[Opening Input records section]

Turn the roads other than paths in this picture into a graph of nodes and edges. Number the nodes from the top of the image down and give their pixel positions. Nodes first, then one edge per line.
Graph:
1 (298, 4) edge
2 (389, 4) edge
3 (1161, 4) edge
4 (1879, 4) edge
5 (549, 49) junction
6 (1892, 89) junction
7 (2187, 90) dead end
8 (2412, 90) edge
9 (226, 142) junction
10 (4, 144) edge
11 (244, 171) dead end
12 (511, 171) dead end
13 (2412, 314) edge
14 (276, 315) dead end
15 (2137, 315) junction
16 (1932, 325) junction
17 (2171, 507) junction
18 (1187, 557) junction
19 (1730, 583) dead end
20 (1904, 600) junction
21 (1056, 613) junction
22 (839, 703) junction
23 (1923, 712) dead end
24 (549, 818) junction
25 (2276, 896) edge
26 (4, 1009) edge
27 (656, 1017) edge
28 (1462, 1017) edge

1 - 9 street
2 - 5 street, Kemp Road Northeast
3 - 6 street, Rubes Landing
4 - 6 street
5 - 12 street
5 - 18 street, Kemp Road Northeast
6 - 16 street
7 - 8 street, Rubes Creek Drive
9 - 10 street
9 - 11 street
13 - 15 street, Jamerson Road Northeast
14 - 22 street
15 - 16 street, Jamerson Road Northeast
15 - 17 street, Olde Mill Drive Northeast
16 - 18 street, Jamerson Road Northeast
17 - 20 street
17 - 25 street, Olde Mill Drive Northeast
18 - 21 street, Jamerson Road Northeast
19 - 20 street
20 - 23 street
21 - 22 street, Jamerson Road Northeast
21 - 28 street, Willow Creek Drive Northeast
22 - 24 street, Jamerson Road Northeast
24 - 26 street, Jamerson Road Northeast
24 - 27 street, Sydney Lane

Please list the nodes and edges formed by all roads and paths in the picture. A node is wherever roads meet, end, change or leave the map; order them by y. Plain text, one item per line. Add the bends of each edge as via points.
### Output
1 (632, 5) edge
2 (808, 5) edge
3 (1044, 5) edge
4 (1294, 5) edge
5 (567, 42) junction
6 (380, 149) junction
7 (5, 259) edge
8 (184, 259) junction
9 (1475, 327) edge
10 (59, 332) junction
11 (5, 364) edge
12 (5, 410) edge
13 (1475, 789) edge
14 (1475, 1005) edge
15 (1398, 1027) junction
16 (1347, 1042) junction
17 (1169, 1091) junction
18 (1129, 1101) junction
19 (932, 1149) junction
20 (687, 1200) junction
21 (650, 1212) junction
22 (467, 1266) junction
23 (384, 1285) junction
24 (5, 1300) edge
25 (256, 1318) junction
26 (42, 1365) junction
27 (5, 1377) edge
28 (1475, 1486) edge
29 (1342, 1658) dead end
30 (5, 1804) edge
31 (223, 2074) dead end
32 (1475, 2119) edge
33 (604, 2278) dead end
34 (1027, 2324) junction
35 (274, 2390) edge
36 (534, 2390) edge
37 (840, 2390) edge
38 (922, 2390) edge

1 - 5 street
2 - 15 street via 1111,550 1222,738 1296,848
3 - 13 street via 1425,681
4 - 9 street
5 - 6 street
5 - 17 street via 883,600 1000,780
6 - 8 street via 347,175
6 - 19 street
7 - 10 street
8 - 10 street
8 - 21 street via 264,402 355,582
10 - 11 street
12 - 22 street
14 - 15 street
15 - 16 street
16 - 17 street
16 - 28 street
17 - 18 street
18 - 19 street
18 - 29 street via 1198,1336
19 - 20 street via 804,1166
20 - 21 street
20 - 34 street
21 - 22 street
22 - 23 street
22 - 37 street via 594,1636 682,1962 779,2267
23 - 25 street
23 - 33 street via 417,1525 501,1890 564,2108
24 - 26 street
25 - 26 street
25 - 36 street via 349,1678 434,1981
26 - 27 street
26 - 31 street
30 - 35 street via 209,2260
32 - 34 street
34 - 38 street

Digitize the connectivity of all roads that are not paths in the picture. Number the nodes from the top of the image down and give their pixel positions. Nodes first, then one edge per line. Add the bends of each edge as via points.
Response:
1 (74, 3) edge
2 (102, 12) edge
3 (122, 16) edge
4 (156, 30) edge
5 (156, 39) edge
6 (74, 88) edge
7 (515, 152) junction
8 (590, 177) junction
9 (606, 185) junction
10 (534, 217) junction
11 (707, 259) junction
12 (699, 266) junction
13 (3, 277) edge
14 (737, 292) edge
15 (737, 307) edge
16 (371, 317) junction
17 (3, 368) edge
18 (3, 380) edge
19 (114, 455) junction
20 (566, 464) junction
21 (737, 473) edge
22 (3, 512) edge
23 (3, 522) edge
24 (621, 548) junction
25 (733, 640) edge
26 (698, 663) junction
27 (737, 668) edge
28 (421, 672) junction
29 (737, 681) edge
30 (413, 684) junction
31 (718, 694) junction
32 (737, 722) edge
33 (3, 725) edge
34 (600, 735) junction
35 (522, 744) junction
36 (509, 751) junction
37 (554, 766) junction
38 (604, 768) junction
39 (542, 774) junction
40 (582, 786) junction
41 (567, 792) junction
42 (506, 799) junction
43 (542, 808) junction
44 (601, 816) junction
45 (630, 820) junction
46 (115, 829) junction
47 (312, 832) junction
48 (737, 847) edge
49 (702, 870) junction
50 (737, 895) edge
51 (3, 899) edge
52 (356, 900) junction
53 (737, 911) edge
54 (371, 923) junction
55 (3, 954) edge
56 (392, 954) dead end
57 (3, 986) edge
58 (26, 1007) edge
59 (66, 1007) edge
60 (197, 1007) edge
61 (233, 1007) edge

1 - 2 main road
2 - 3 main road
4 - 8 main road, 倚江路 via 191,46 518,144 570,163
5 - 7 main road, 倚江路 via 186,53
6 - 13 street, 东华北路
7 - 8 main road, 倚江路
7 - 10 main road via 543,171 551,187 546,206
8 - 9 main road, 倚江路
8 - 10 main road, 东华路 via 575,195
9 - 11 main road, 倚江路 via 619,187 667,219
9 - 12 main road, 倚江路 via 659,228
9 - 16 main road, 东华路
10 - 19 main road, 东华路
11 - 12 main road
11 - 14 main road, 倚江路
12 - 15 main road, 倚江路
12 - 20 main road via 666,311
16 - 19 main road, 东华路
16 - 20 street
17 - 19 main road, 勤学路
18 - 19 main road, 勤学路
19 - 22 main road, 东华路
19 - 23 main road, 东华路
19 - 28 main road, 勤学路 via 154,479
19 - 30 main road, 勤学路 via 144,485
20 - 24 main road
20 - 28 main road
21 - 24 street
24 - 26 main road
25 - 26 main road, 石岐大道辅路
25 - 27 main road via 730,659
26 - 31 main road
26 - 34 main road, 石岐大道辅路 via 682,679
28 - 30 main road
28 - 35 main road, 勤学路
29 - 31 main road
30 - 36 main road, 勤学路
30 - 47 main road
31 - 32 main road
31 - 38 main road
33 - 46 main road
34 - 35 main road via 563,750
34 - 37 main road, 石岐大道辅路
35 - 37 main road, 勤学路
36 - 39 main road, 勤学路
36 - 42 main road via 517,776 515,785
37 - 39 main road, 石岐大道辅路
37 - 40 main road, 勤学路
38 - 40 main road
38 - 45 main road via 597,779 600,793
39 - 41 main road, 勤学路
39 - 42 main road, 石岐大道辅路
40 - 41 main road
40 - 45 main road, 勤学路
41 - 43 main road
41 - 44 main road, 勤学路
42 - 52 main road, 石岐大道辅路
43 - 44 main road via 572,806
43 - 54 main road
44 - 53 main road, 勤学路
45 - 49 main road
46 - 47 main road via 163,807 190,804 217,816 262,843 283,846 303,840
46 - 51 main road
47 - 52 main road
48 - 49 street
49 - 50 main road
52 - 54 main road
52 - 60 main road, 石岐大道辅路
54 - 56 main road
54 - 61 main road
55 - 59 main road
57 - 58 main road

[Closing Input records section]

Every line in the data above that contains the word "Olde" should be copied.

■ Reply:
15 - 17 street, Olde Mill Drive Northeast
17 - 25 street, Olde Mill Drive Northeast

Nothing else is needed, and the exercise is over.